[[ WORKING DATA, beginning ]]
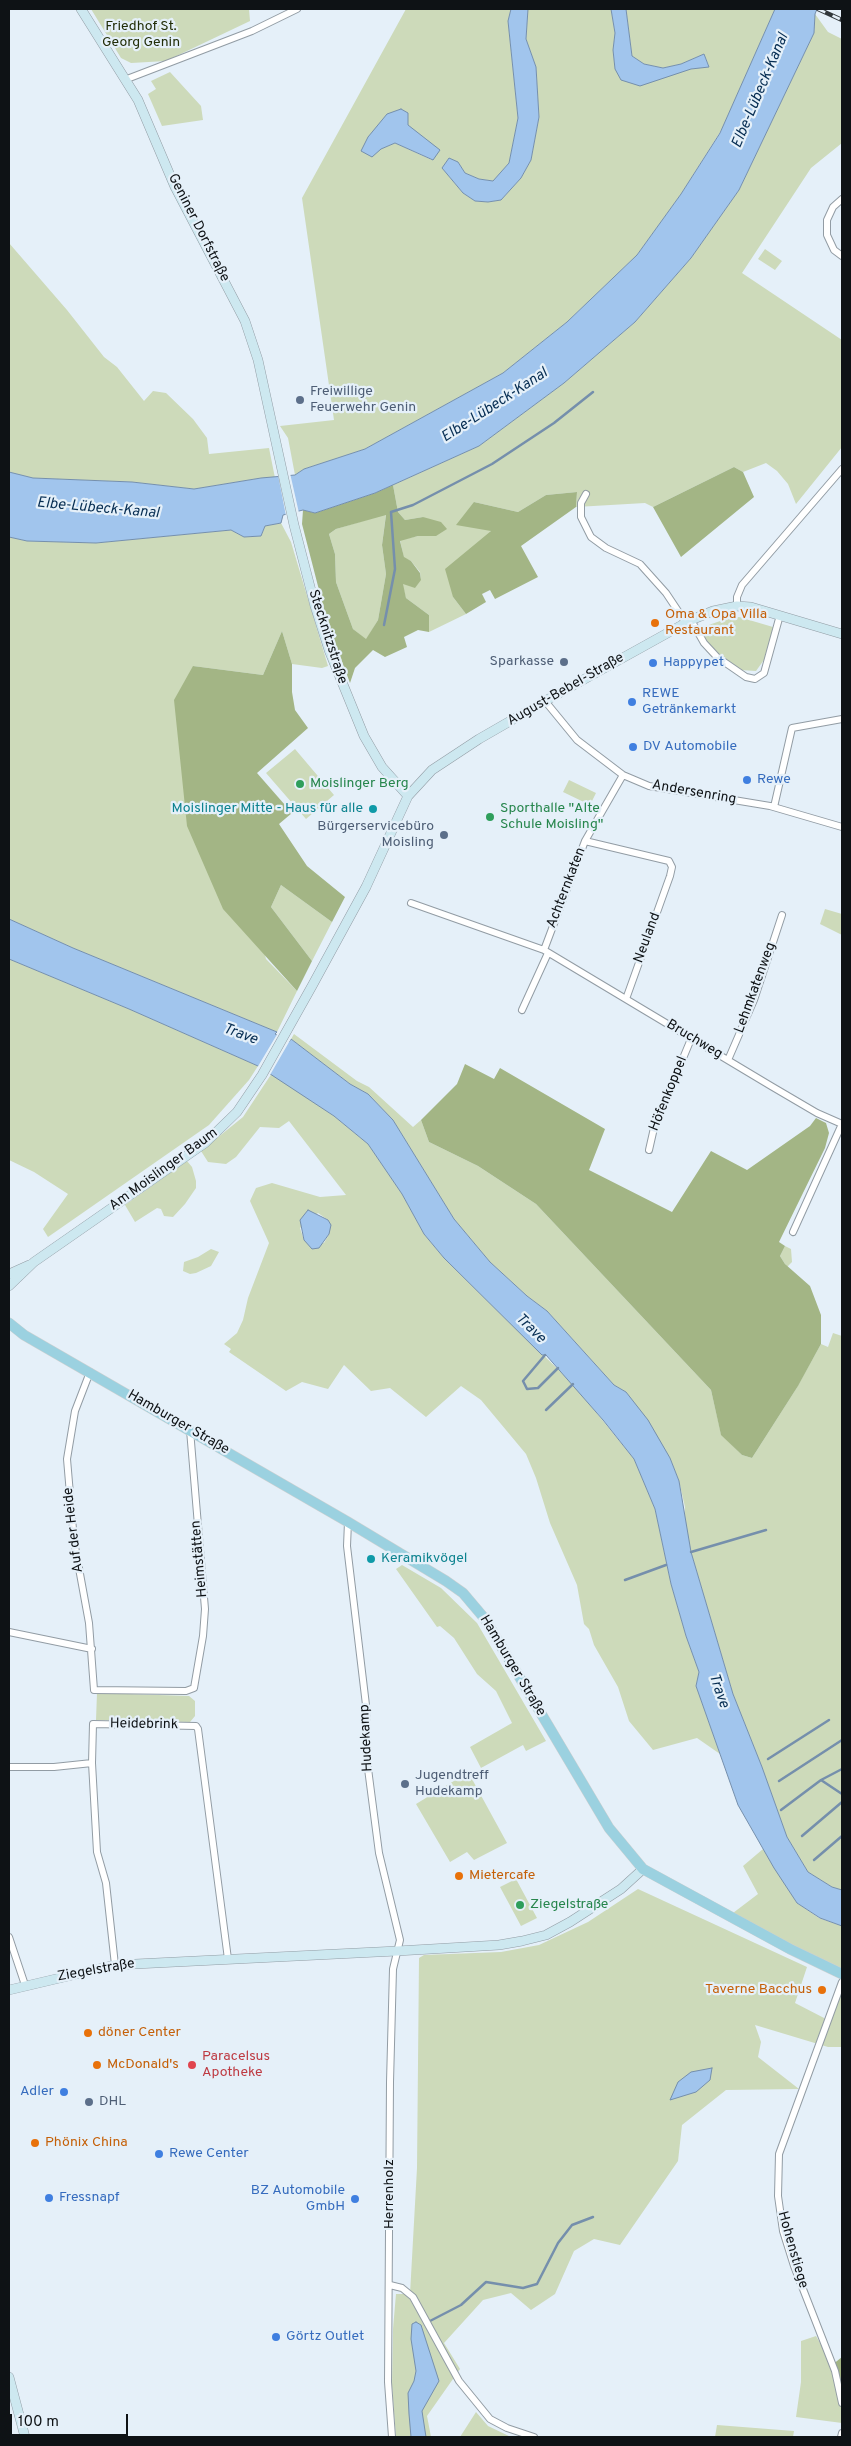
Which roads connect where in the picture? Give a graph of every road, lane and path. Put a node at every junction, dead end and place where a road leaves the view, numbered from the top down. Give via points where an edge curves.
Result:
[[ WORKING DATA, end ]]
[[ WORKING DATA, beginning ]]
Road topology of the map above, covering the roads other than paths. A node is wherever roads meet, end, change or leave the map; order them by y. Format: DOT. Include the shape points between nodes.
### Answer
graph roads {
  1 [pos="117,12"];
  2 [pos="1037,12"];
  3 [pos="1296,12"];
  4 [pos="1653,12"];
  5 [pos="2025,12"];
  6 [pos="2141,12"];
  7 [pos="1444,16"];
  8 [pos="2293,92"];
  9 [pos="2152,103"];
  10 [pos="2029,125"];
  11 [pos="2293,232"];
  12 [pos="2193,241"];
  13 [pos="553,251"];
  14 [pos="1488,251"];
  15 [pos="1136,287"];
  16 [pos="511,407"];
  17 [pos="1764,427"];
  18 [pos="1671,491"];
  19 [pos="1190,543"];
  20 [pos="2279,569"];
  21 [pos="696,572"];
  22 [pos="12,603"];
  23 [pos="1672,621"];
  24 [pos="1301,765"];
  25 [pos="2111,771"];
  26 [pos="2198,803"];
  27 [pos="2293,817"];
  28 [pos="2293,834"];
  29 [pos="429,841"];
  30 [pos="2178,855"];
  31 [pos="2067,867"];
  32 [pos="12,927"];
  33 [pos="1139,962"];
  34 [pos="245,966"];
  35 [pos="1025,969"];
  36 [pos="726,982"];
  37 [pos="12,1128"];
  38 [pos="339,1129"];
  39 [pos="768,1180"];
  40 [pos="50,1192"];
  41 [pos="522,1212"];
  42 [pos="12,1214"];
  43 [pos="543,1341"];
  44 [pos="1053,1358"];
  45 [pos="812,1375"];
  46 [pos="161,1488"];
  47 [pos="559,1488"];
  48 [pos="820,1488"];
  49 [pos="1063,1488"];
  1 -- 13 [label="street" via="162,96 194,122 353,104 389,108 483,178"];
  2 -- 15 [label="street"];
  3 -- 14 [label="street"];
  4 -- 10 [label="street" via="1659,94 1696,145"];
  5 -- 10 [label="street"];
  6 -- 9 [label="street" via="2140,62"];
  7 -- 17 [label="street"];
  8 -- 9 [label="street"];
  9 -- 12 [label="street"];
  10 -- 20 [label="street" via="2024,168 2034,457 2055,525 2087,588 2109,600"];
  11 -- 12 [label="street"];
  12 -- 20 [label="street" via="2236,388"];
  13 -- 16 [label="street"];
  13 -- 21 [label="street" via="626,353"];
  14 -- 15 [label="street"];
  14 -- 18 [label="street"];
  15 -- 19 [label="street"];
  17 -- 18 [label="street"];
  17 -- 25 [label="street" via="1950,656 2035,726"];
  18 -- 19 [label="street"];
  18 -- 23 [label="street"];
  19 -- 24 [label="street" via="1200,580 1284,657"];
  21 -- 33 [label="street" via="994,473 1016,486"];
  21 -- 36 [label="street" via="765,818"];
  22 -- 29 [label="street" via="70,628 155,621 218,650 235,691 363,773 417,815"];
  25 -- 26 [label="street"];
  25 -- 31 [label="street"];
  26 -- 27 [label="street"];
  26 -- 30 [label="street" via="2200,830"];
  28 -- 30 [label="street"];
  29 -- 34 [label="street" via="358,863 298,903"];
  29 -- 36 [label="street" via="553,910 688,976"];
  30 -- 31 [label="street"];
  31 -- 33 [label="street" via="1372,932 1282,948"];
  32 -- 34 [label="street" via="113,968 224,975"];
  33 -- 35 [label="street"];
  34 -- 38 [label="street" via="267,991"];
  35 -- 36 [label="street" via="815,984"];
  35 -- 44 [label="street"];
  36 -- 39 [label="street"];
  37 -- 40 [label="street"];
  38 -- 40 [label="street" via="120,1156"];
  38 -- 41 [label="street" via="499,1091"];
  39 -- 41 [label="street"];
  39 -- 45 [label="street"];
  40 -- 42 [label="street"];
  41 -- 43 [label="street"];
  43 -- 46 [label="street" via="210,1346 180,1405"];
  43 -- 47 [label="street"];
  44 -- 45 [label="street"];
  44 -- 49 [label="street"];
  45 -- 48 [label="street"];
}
[[ WORKING DATA, end ]]
[[ WORKING DATA, beginning ]]
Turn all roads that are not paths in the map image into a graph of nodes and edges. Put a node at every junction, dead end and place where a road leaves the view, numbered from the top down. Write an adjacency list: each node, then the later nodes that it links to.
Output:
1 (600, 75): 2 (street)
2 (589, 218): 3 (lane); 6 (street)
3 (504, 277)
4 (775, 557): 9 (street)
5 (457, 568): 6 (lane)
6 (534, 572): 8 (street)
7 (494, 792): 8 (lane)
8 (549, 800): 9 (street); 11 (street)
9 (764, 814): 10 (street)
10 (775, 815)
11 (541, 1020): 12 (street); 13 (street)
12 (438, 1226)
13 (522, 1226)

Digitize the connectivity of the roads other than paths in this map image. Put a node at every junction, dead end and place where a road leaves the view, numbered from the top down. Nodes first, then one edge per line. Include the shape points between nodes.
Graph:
[[ WORKING DATA, end ]]
*WHAT THIS TASK INVOLVES*
Across the whole listing above, determine how many lines hold the word "shape". Only that number is wanted.

*TASK ANSWER*
2